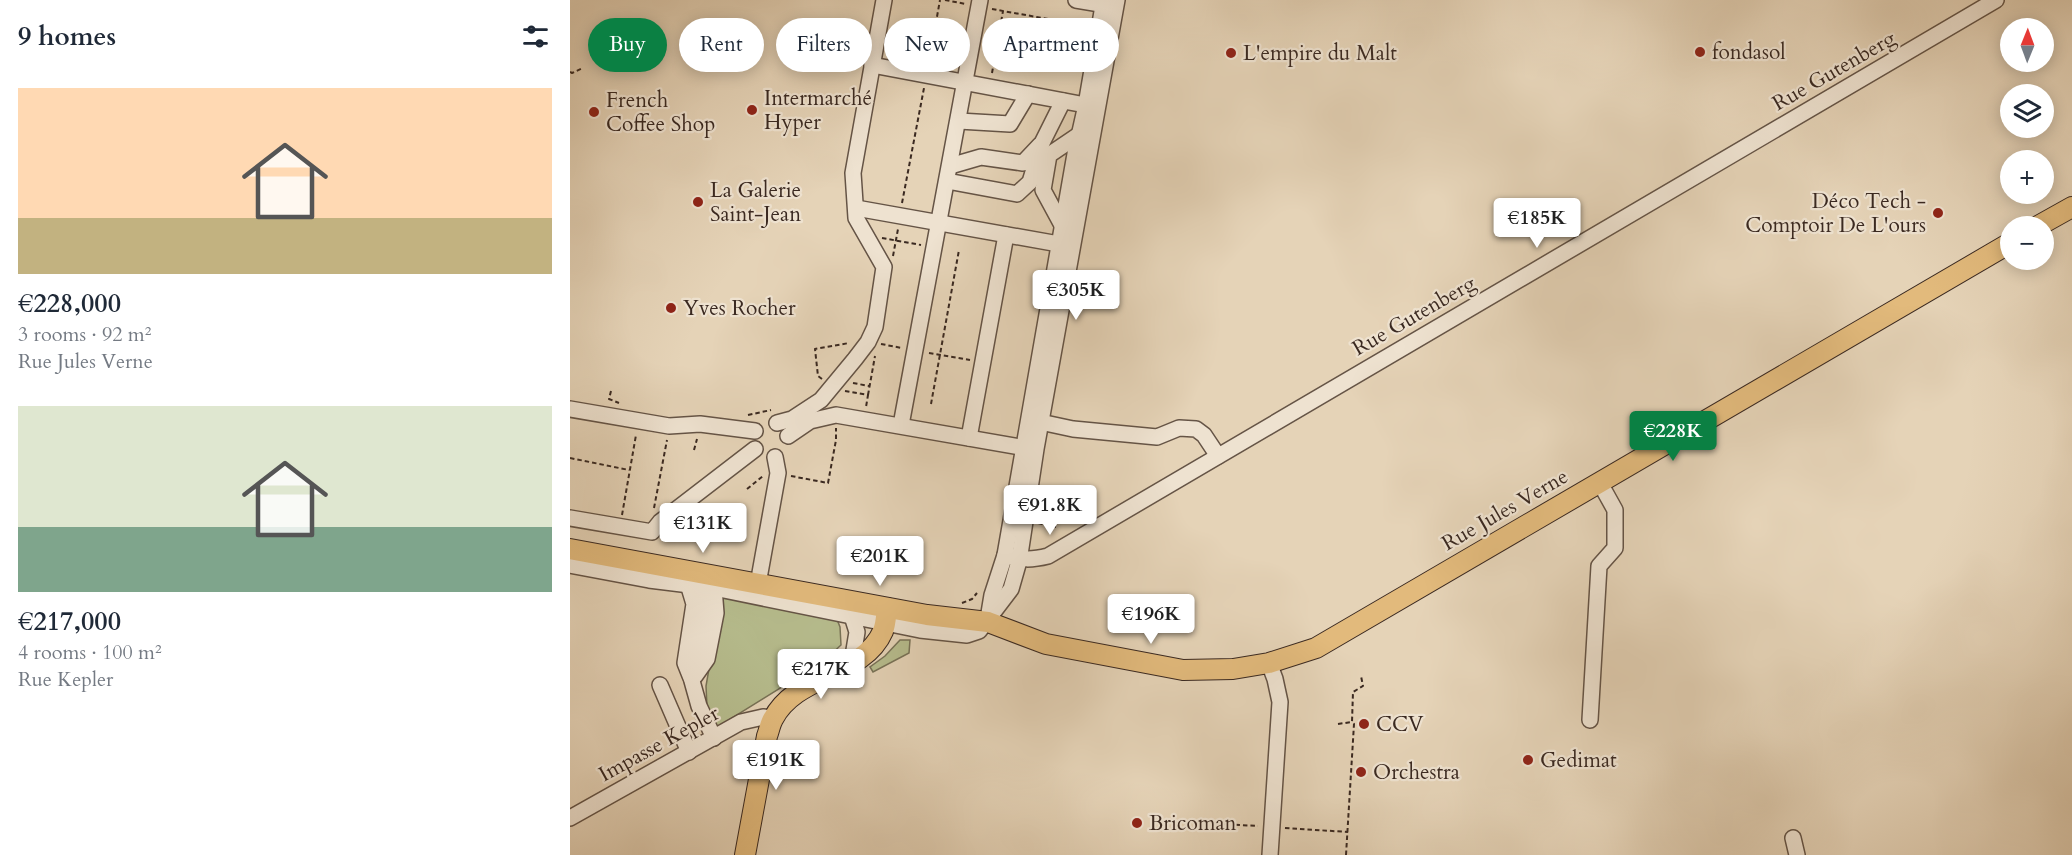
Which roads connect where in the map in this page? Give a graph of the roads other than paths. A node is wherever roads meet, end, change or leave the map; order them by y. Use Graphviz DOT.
graph roads {
  1 [pos="884,0"];
  2 [pos="1076,0"];
  3 [pos="1996,0"];
  4 [pos="979,3"];
  5 [pos="1110,3"];
  6 [pos="872,65"];
  7 [pos="871,72"];
  8 [pos="966,82"];
  9 [pos="1028,94"];
  10 [pos="1063,101"];
  11 [pos="1091,106"];
  12 [pos="959,121"];
  13 [pos="1080,134"];
  14 [pos="1042,143"];
  15 [pos="949,174"];
  16 [pos="2072,207"];
  17 [pos="856,208"];
  18 [pos="2054,217"];
  19 [pos="940,223"];
  20 [pos="1063,227"];
  21 [pos="1006,235"];
  22 [pos="1066,246"];
  23 [pos="2000,249"];
  24 [pos="570,409"];
  25 [pos="775,416"];
  26 [pos="1034,421"];
  27 [pos="901,425"];
  28 [pos="755,431"];
  29 [pos="788,436"];
  30 [pos="969,438"];
  31 [pos="755,449"];
  32 [pos="1029,449"];
  33 [pos="1218,456"];
  34 [pos="775,457"];
  35 [pos="1600,483"];
  36 [pos="570,518"];
  37 [pos="570,549"];
  38 [pos="1012,557"];
  39 [pos="570,565"];
  40 [pos="758,584"];
  41 [pos="702,586"];
  42 [pos="886,615"];
  43 [pos="852,616"];
  44 [pos="988,622"];
  45 [pos="852,662"];
  46 [pos="1269,663"];
  47 [pos="692,681"];
  48 [pos="660,685"];
  49 [pos="773,718"];
  50 [pos="1590,720"];
  51 [pos="714,738"];
  52 [pos="688,752"];
  53 [pos="570,818"];
  54 [pos="1793,838"];
  55 [pos="745,855"];
  56 [pos="1270,855"];
  57 [pos="1797,855"];
  1 -- 6 [label="street"];
  2 -- 5 [label="street"];
  3 -- 33 [label="street, Rue Gutenberg"];
  4 -- 8 [label="street"];
  5 -- 11 [label="street"];
  5 -- 11 [label="street"];
  6 -- 8 [label="street"];
  7 -- 17 [label="street"];
  8 -- 9 [label="street"];
  8 -- 12 [label="street"];
  9 -- 10 [label="street"];
  9 -- 12 [label="street"];
  10 -- 11 [label="street"];
  10 -- 14 [label="street"];
  11 -- 13 [label="street"];
  11 -- 22 [label="street"];
  12 -- 15 [label="street"];
  13 -- 20 [label="street"];
  13 -- 20 [label="street"];
  14 -- 15 [label="street"];
  14 -- 15 [label="street"];
  15 -- 19 [label="street"];
  16 -- 18 [label="main road"];
  17 -- 19 [label="street"];
  17 -- 25 [label="street"];
  19 -- 21 [label="street"];
  19 -- 27 [label="street"];
  20 -- 22 [label="street"];
  21 -- 22 [label="street"];
  21 -- 30 [label="street"];
  22 -- 26 [label="street"];
  23 -- 35 [label="main road, Rue Jules Verne"];
  24 -- 28 [label="street"];
  25 -- 28 [label="street"];
  25 -- 29 [label="street"];
  26 -- 32 [label="street"];
  26 -- 33 [label="street"];
  27 -- 29 [label="street"];
  27 -- 30 [label="street"];
  28 -- 31 [label="street"];
  29 -- 34 [label="street"];
  30 -- 32 [label="street"];
  31 -- 34 [label="street"];
  31 -- 36 [label="street"];
  32 -- 38 [label="street"];
  32 -- 38 [label="street"];
  33 -- 38 [label="street, Rue Gutenberg"];
  34 -- 40 [label="street"];
  35 -- 46 [label="main road, Rue Jules Verne"];
  35 -- 50 [label="street"];
  37 -- 40 [label="main road, Rue Jules Verne"];
  38 -- 44 [label="street"];
  39 -- 41 [label="street, Rue Jules Verne"];
  40 -- 42 [label="main road, Rue Jules Verne"];
  41 -- 43 [label="street, Rue Jules Verne"];
  41 -- 47 [label="street"];
  41 -- 47 [label="street"];
  42 -- 43 [label="street, Rue Jules Verne"];
  42 -- 44 [label="main road, Rue Jules Verne"];
  42 -- 45 [label="main road"];
  43 -- 45 [label="street"];
  44 -- 46 [label="main road, Rue Jules Verne"];
  45 -- 49 [label="main road"];
  46 -- 56 [label="street"];
  47 -- 51 [label="street"];
  48 -- 52 [label="street"];
  49 -- 51 [label="street, Impasse Kepler"];
  49 -- 55 [label="main road"];
  51 -- 52 [label="street, Impasse Kepler"];
  52 -- 53 [label="street, Impasse Kepler"];
  54 -- 57 [label="street"];
}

▶ **WORK INSTRUCTIONS**: Images in the records must not be repeated; everything else should be returned exactly.

▶ **TASK ANSWER**:
Which roads connect where in the map in this page? Give a graph of the roads other than paths. A node is wherever roads meet, end, change or leave the map; order them by y. Use Graphviz DOT.
graph roads {
  1 [pos="884,0"];
  2 [pos="1076,0"];
  3 [pos="1996,0"];
  4 [pos="979,3"];
  5 [pos="1110,3"];
  6 [pos="872,65"];
  7 [pos="871,72"];
  8 [pos="966,82"];
  9 [pos="1028,94"];
  10 [pos="1063,101"];
  11 [pos="1091,106"];
  12 [pos="959,121"];
  13 [pos="1080,134"];
  14 [pos="1042,143"];
  15 [pos="949,174"];
  16 [pos="2072,207"];
  17 [pos="856,208"];
  18 [pos="2054,217"];
  19 [pos="940,223"];
  20 [pos="1063,227"];
  21 [pos="1006,235"];
  22 [pos="1066,246"];
  23 [pos="2000,249"];
  24 [pos="570,409"];
  25 [pos="775,416"];
  26 [pos="1034,421"];
  27 [pos="901,425"];
  28 [pos="755,431"];
  29 [pos="788,436"];
  30 [pos="969,438"];
  31 [pos="755,449"];
  32 [pos="1029,449"];
  33 [pos="1218,456"];
  34 [pos="775,457"];
  35 [pos="1600,483"];
  36 [pos="570,518"];
  37 [pos="570,549"];
  38 [pos="1012,557"];
  39 [pos="570,565"];
  40 [pos="758,584"];
  41 [pos="702,586"];
  42 [pos="886,615"];
  43 [pos="852,616"];
  44 [pos="988,622"];
  45 [pos="852,662"];
  46 [pos="1269,663"];
  47 [pos="692,681"];
  48 [pos="660,685"];
  49 [pos="773,718"];
  50 [pos="1590,720"];
  51 [pos="714,738"];
  52 [pos="688,752"];
  53 [pos="570,818"];
  54 [pos="1793,838"];
  55 [pos="745,855"];
  56 [pos="1270,855"];
  57 [pos="1797,855"];
  1 -- 6 [label="street"];
  2 -- 5 [label="street"];
  3 -- 33 [label="street, Rue Gutenberg"];
  4 -- 8 [label="street"];
  5 -- 11 [label="street"];
  5 -- 11 [label="street"];
  6 -- 8 [label="street"];
  7 -- 17 [label="street"];
  8 -- 9 [label="street"];
  8 -- 12 [label="street"];
  9 -- 10 [label="street"];
  9 -- 12 [label="street"];
  10 -- 11 [label="street"];
  10 -- 14 [label="street"];
  11 -- 13 [label="street"];
  11 -- 22 [label="street"];
  12 -- 15 [label="street"];
  13 -- 20 [label="street"];
  13 -- 20 [label="street"];
  14 -- 15 [label="street"];
  14 -- 15 [label="street"];
  15 -- 19 [label="street"];
  16 -- 18 [label="main road"];
  17 -- 19 [label="street"];
  17 -- 25 [label="street"];
  19 -- 21 [label="street"];
  19 -- 27 [label="street"];
  20 -- 22 [label="street"];
  21 -- 22 [label="street"];
  21 -- 30 [label="street"];
  22 -- 26 [label="street"];
  23 -- 35 [label="main road, Rue Jules Verne"];
  24 -- 28 [label="street"];
  25 -- 28 [label="street"];
  25 -- 29 [label="street"];
  26 -- 32 [label="street"];
  26 -- 33 [label="street"];
  27 -- 29 [label="street"];
  27 -- 30 [label="street"];
  28 -- 31 [label="street"];
  29 -- 34 [label="street"];
  30 -- 32 [label="street"];
  31 -- 34 [label="street"];
  31 -- 36 [label="street"];
  32 -- 38 [label="street"];
  32 -- 38 [label="street"];
  33 -- 38 [label="street, Rue Gutenberg"];
  34 -- 40 [label="street"];
  35 -- 46 [label="main road, Rue Jules Verne"];
  35 -- 50 [label="street"];
  37 -- 40 [label="main road, Rue Jules Verne"];
  38 -- 44 [label="street"];
  39 -- 41 [label="street, Rue Jules Verne"];
  40 -- 42 [label="main road, Rue Jules Verne"];
  41 -- 43 [label="street, Rue Jules Verne"];
  41 -- 47 [label="street"];
  41 -- 47 [label="street"];
  42 -- 43 [label="street, Rue Jules Verne"];
  42 -- 44 [label="main road, Rue Jules Verne"];
  42 -- 45 [label="main road"];
  43 -- 45 [label="street"];
  44 -- 46 [label="main road, Rue Jules Verne"];
  45 -- 49 [label="main road"];
  46 -- 56 [label="street"];
  47 -- 51 [label="street"];
  48 -- 52 [label="street"];
  49 -- 51 [label="street, Impasse Kepler"];
  49 -- 55 [label="main road"];
  51 -- 52 [label="street, Impasse Kepler"];
  52 -- 53 [label="street, Impasse Kepler"];
  54 -- 57 [label="street"];
}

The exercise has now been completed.